Now that their positions in relation to mine had changed, I could better hear them as they moved toward the passenger door and then stopped to settle an ongoing discussion.

 

“I still don’t get why.”

 

“Why? You don’t get why? Because he must’ve seen all three of them. That’s why.”

 

“Yeah, so?”

 

“Bern Eckles thinks the guy knows things.”

 

“What things?”

 

Bern Eckles, a former Pico Mundo cop, had also been a member of a satanic cult and, with others, he had planned the shootings at the Green Moon Mall—plus a bombing that never happened. He was serving a life sentence in prison.

 

“Eckles doesn’t know what things.”

 

“Cripes, Jim. Kind of extreme, don’t you think?”

 

“What is?” Jim asked.

 

“This … this what we did here, just because this idiot Eckles doesn’t know what.”

 

“No, see, Eckles has tried to figure what happened back then when their attack on the mall went wrong.”

 

“But you said he doesn’t know what happened.”

 

“He’s got a theory. It only makes sense to him if the guy who took them down has some real mojo.”

 

“What mojo?”

 

Jim said, “Eckles thinks all kinds of mojo.”

 

“Maybe Eckles has shit for brains.”

 

“No, Bob, he’s a smart guy.”

 

“So smart he’s behind bars for life.”

 

“Because the freak has mojo.”

 

“What freak?” Bob asked.

 

“Eckles calls him a freak.”

 

Although I look as ordinary as the next guy, I suspected that the freak under discussion was me.

 

Bob said, “We’re the ones with mojo.”

 

“Contumax.”

 

“Potestas.”

 

“Heil Hitler,” I murmured from my listening post just inside the bathroom.

 

“We’ve got the dark mojo,” Jim said. “Maybe the freak has the other kind.”

 

“Well, I don’t like hearing that.”

 

“I don’t like saying it. But he sure had something in Nevada, didn’t he? And who’s dead out there in the desert—our guys or the freak? Eckles is right. Some kind of mojo.”

 

“Eckles have anything specific or just more blather?”

 

Jim said, “For one thing, maybe once this freak has met you or touched you or even just seen you, he has a way of tracking you no matter where you are.”

 

“Tracking? Like he’s a damn Tonto or something?”

 

“Tracking by mojo.”

 

“Yeah, so?”

 

Jim said, “If he tracked Wolfgang’s crew, they might lead him to us.”

 

“Why not send them away, let him track them out to Florida or wherever the hell?”

 

“He’d probably know they were misleading him.”

 

“Probably? All this because probably?”

 

“He’d stay here in Pico Mundo,” Jim insisted. “Once he saw them, they should have killed him. They tried, but they couldn’t. Anyway, there’s no time to play games with him. It’s happening.”

 

With a note of wonder in his voice, Bob said, “It really is, isn’t it?”

 

“It sure is.
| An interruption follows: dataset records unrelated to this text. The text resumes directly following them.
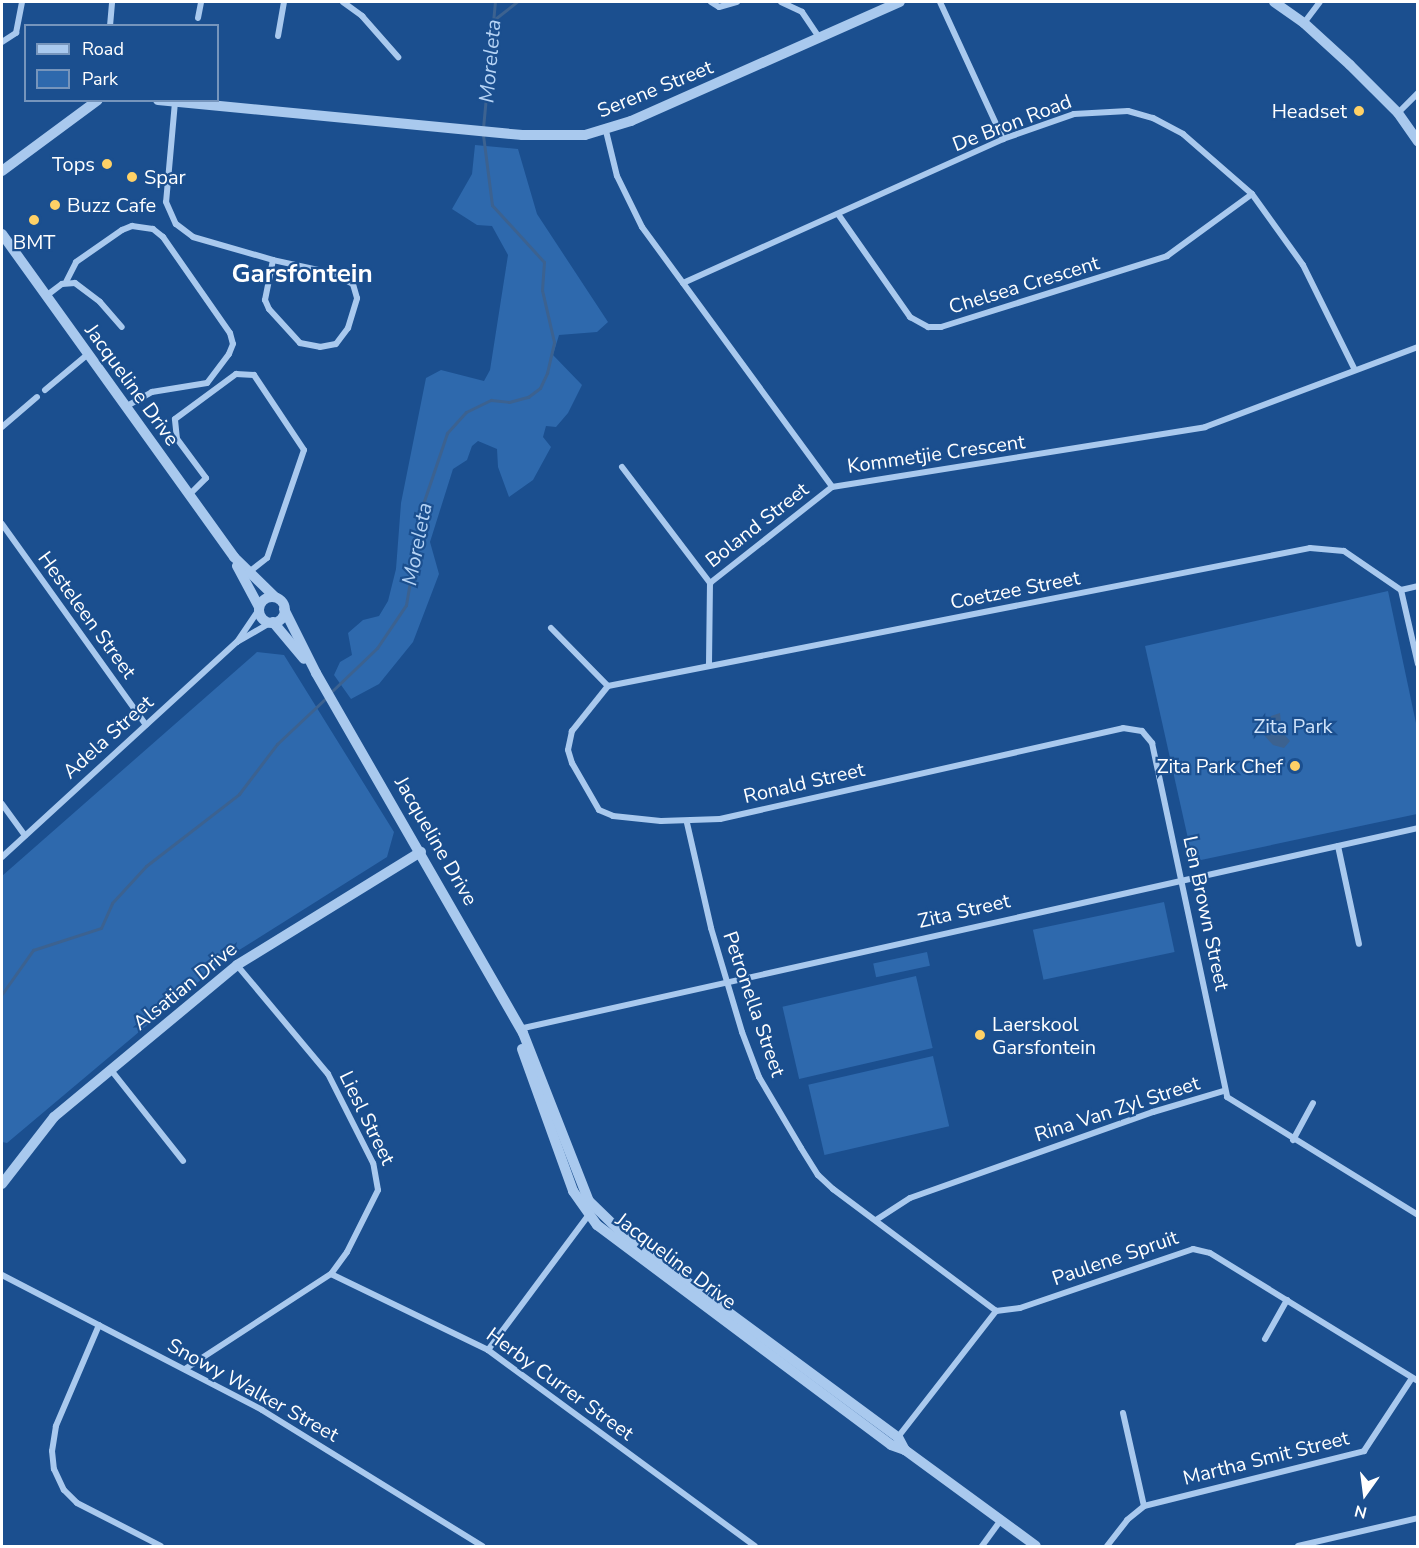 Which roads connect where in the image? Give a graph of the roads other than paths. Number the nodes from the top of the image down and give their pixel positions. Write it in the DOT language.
graph roads {
  1 [pos="22,2"];
  2 [pos="112,2"];
  3 [pos="201,2"];
  4 [pos="284,2"];
  5 [pos="343,2"];
  6 [pos="711,2"];
  7 [pos="737,2"];
  8 [pos="781,2"];
  9 [pos="900,2"];
  10 [pos="940,2"];
  11 [pos="1274,2"];
  12 [pos="1320,2"];
  13 [pos="198,18"];
  14 [pos="1304,23"];
  15 [pos="110,24"];
  16 [pos="278,36"];
  17 [pos="819,37"];
  18 [pos="2,42"];
  19 [pos="398,57"];
  20 [pos="1418,93"];
  21 [pos="95,102"];
  22 [pos="175,102"];
  23 [pos="1398,113"];
  24 [pos="606,131"];
  25 [pos="1003,139"];
  26 [pos="1418,142"];
  27 [pos="2,171"];
  28 [pos="1252,194"];
  29 [pos="838,214"];
  30 [pos="2,234"];
  31 [pos="273,260"];
  32 [pos="66,282"];
  33 [pos="684,283"];
  34 [pos="46,296"];
  35 [pos="122,327"];
  36 [pos="1418,347"];
  37 [pos="88,354"];
  38 [pos="1355,370"];
  39 [pos="45,390"];
  40 [pos="37,397"];
  41 [pos="125,407"];
  42 [pos="2,427"];
  43 [pos="622,467"];
  44 [pos="832,487"];
  45 [pos="189,495"];
  46 [pos="2,524"];
  47 [pos="234,557"];
  48 [pos="248,573"];
  49 [pos="710,583"];
  50 [pos="1418,586"];
  51 [pos="1401,590"];
  52 [pos="275,597"];
  53 [pos="259,608"];
  54 [pos="284,609"];
  55 [pos="272,622"];
  56 [pos="550,628"];
  57 [pos="237,642"];
  58 [pos="709,664"];
  59 [pos="1418,664"];
  60 [pos="316,673"];
  61 [pos="608,686"];
  62 [pos="146,725"];
  63 [pos="1152,743"];
  64 [pos="2,804"];
  65 [pos="687,823"];
  66 [pos="1418,828"];
  67 [pos="25,836"];
  68 [pos="1338,846"];
  69 [pos="422,852"];
  70 [pos="2,856"];
  71 [pos="1181,879"];
  72 [pos="1359,944"];
  73 [pos="237,965"];
  74 [pos="727,981"];
  75 [pos="519,1029"];
  76 [pos="111,1070"];
  77 [pos="1224,1091"];
  78 [pos="1312,1103"];
  79 [pos="1293,1140"];
  80 [pos="183,1161"];
  81 [pos="2,1184"];
  82 [pos="591,1212"];
  83 [pos="1418,1215"];
  84 [pos="876,1220"];
  85 [pos="331,1274"];
  86 [pos="2,1275"];
  87 [pos="1287,1300"];
  88 [pos="996,1311"];
  89 [pos="99,1325"];
  90 [pos="1265,1339"];
  91 [pos="488,1350"];
  92 [pos="185,1369"];
  93 [pos="1415,1379"];
  94 [pos="1123,1413"];
  95 [pos="894,1441"];
  96 [pos="1144,1506"];
  97 [pos="1418,1518"];
  98 [pos="1000,1520"];
  99 [pos="161,1546"];
  100 [pos="482,1546"];
  101 [pos="755,1546"];
  102 [pos="982,1546"];
  103 [pos="1036,1546"];
  104 [pos="1107,1546"];
  105 [pos="1298,1546"];
  1 -- 18 [label="street"];
  2 -- 15 [label="street"];
  3 -- 13 [label="street"];
  4 -- 16 [label="street"];
  5 -- 19 [label="street"];
  6 -- 7 [label="street"];
  8 -- 17 [label="street"];
  9 -- 17 [label="street, Serene Street"];
  10 -- 25 [label="street"];
  11 -- 14 [label="street"];
  12 -- 14 [label="street"];
  14 -- 23 [label="street"];
  17 -- 24 [label="street, Serene Street"];
  20 -- 23 [label="street"];
  21 -- 27 [label="street"];
  22 -- 24 [label="street, Serene Street"];
  22 -- 31 [label="street"];
  23 -- 26 [label="street"];
  24 -- 33 [label="street, Kommetjie Crescent"];
  25 -- 28 [label="street, De Bron Road"];
  25 -- 29 [label="street, De Bron Road"];
  28 -- 29 [label="street, Chelsea Crescent"];
  28 -- 38 [label="street, De Bron Road"];
  29 -- 33 [label="street, De Bron Road"];
  30 -- 34 [label="street, Jacqueline Drive"];
  31 -- 31 [label="street"];
  32 -- 34 [label="street"];
  32 -- 35 [label="street"];
  32 -- 41 [label="street"];
  33 -- 44 [label="street, Kommetjie Crescent"];
  34 -- 37 [label="street, Jacqueline Drive"];
  36 -- 38 [label="street, Kommetjie Crescent"];
  37 -- 39 [label="street"];
  37 -- 41 [label="street, Jacqueline Drive"];
  38 -- 44 [label="street, Kommetjie Crescent"];
  40 -- 42 [label="street"];
  41 -- 45 [label="street, Jacqueline Drive"];
  43 -- 49 [label="street"];
  44 -- 49 [label="street, Boland Street"];
  45 -- 47 [label="street, Jacqueline Drive"];
  45 -- 48 [label="street"];
  46 -- 62 [label="street, Hesteleen Street"];
  47 -- 48 [label="street, Jacqueline Drive"];
  47 -- 53 [label="street, Jacqueline Drive"];
  48 -- 52 [label="street, Jacqueline Drive"];
  49 -- 58 [label="street, Boland Street"];
  50 -- 51 [label="street"];
  51 -- 58 [label="street, Coetzee Street"];
  51 -- 59 [label="street"];
  52 -- 53 [label="street"];
  52 -- 54 [label="street"];
  53 -- 55 [label="street"];
  53 -- 57 [label="street, Adela Street"];
  54 -- 55 [label="street"];
  54 -- 60 [label="street, Jacqueline Drive"];
  55 -- 57 [label="street, Adela Street"];
  55 -- 60 [label="street, Jacqueline Drive"];
  56 -- 61 [label="street"];
  57 -- 62 [label="street, Adela Street"];
  58 -- 61 [label="street, Coetzee Street"];
  60 -- 69 [label="street, Jacqueline Drive"];
  61 -- 65 [label="street, Ronald Street"];
  62 -- 67 [label="street, Adela Street"];
  63 -- 65 [label="street, Ronald Street"];
  63 -- 71 [label="street, Len Brown Street"];
  64 -- 67 [label="street"];
  65 -- 74 [label="street, Petronella Street"];
  66 -- 68 [label="street, Zita Street"];
  67 -- 70 [label="street, Adela Street"];
  68 -- 71 [label="street, Zita Street"];
  68 -- 72 [label="street"];
  69 -- 73 [label="street, Alsatian Drive"];
  69 -- 75 [label="street, Jacqueline Drive"];
  71 -- 74 [label="street, Zita Street"];
  71 -- 77 [label="street, Len Brown Street"];
  73 -- 76 [label="street, Alsatian Drive"];
  73 -- 85 [label="street, Liesl Street"];
  74 -- 75 [label="street, Zita Street"];
  74 -- 84 [label="street, Petronella Street"];
  75 -- 82 [label="street, Jacqueline Drive"];
  76 -- 80 [label="street"];
  76 -- 81 [label="street, Alsatian Drive"];
  77 -- 79 [label="street, Rina Van Zyl Street"];
  77 -- 84 [label="street, Rina Van Zyl Street"];
  78 -- 79 [label="street"];
  79 -- 83 [label="street, Rina Van Zyl Street"];
  82 -- 91 [label="street"];
  82 -- 95 [label="street, Jacqueline Drive"];
  84 -- 88 [label="street, Petronella Street"];
  85 -- 91 [label="street, Herby Currer Street"];
  85 -- 92 [label="street, Liesl Street"];
  86 -- 89 [label="street, Snowy Walker Street"];
  87 -- 88 [label="street, Paulene Spruit"];
  87 -- 90 [label="street"];
  87 -- 93 [label="street, Paulene Spruit"];
  88 -- 95 [label="street"];
  89 -- 92 [label="street, Snowy Walker Street"];
  89 -- 99 [label="street"];
  91 -- 101 [label="street, Herby Currer Street"];
  92 -- 100 [label="street, Snowy Walker Street"];
  93 -- 96 [label="street, Martha Smit Street"];
  94 -- 96 [label="street"];
  95 -- 98 [label="street, Jacqueline Drive"];
  96 -- 104 [label="street, Martha Smit Street"];
  97 -- 105 [label="street"];
  98 -- 102 [label="street"];
  98 -- 103 [label="street, Jacqueline Drive"];
}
It’s happening.”

 

They were silent for a moment, and then Bob said, “What kind of world is it going to be after it happens?”

 

Jim didn’t need to mull over his answer. He said at once, “Ours. It’s going to be our world, brother.”

 

“Contumax.”

 

“Potestas.”

 

“Lunatics,” I murmured.

 

Footsteps. A door opened. It closed. Silence.

 

When I felt certain that I was alone, I stepped out of the bathroom, pistol in hand, and moved forward through the motor home.

 

In the lounge were two dead men and one dead woman.